The capillaries also exchange fluids, and solutes into the interstitial fluid through "bulk flow" or having a high pressure gradient. The interstitial fluid also flows into the capillaries through osmosis.
Lymphatic System
The Lymph system very much like the circulatory system and is parallel with it. The Lymph system is an open system, and helps collect, and return interstitial fluid to the blood. It also helps the bodies immune system greatly. It aids in the production of lymphocytes, and anti-bodies, also transporting these throughout the whole body as well as white blood cells to aid wherever they are needed. The system drops its load into the circulatory system near the vena cava, and right atrium.
Mammalian heart
The heart of your typical mammal is very similar, as we saw in the cow heart dissection. It consists of Pulmonary arteries, and veins which pump blood to and out the capillaries of the lungs, and the Aorta which is an artery that pumps blood throughout the body. The Coronary arteries give a supply of blood to the heart giving fresh supplies of oxygen. Many times this is blocked by buildup of cholesterol, and can cause a heart attack which can lead to needing bypass surgery, in which a alternate pathway from the aorta is made to the heart so it can get its supply of blood and not fail to pump.
The heart is made of up 4 chambers, the left and right Ventricle, and the left and right Atrium. These chambers are separated by four valves, made up of connective tissue that prevent back flow keeping the blood pumping in the direction it is needed. The sounds "Lub" and "dub" are produced from these valves closing, and opening. The Atrioventricular valves (AV) are between the atrium, and ventricle, and prevents blood from flowing in the atria when the ventricles contract. The Semi lunar valves are between the ventricles, and arteries and prevent blood from flowing into the ventricles from the arteries when the heart is relaxing.
A Cardiac cycle is one complete cycle of the hear pumping. This is when the heart contracts, and pumps, then relaxes and refills with blood. The contraction phase is called systole, and the relaxation phase is called diastole. This is the way someones blood pressure is measured to check if they have hypertension. The top number is systolic pumping(a higher number), and the bottom number is the diastolic pumping(lower number).







Jan. 10

Here are some key points we should have absorbed today

Animals get thier food by
-
Filter (suspension) feeding
-Substrate feeding
-Fluid feeding
-Bulk feeding

-Animals cannot make: elements; N, P, K, Fe, Na, Ca and NAD, FAD so they must take it in through food

peristalsis-push food along by rhythmic waves of smooth muscle contraction in walls of the digestive system.

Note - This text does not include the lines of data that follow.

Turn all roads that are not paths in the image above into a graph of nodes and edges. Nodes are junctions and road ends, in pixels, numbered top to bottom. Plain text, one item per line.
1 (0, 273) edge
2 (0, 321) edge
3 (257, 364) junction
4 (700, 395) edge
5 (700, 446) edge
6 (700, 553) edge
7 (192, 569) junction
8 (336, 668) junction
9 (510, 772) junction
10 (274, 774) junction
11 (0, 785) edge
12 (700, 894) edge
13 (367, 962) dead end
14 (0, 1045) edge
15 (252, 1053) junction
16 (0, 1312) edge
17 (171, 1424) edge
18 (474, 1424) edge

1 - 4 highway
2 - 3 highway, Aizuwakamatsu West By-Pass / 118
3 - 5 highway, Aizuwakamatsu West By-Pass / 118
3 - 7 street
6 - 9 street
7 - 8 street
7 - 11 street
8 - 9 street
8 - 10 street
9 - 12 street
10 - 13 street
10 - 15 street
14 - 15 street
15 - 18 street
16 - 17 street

Sphincters-muscular ring-like valves, regulate the passage of material between sections of digestive system.

Accessory glands- salivary glands, pancreas, liver, and gall bladder secrete digestive juices such as enzymes and fluid.

Stomach-stores foos, disinfects food, performs chemical digestion

Ulcers-caused by a bacteria overload in your stomach called helicobacter pylori cured with antibiotics.

Small intestine-chemical digestion, absorption through lining
-duodenum=most digestion
-jejunum=absorption of nutrients and water
-ileum=absorption of nutrients and water

-the small intestine is lined with villi and microvilli
the villi increase the surface area to absorb materials into the blood

large iontestine-re-absorb water
the large intestine is inhabited by countless bacteria including E. coli
the bacteria produce necessary vitamins for survival and help with digestion

Rectum-eliminate feces (extracellular waste) this waste has never been absorbed into the bloodstream.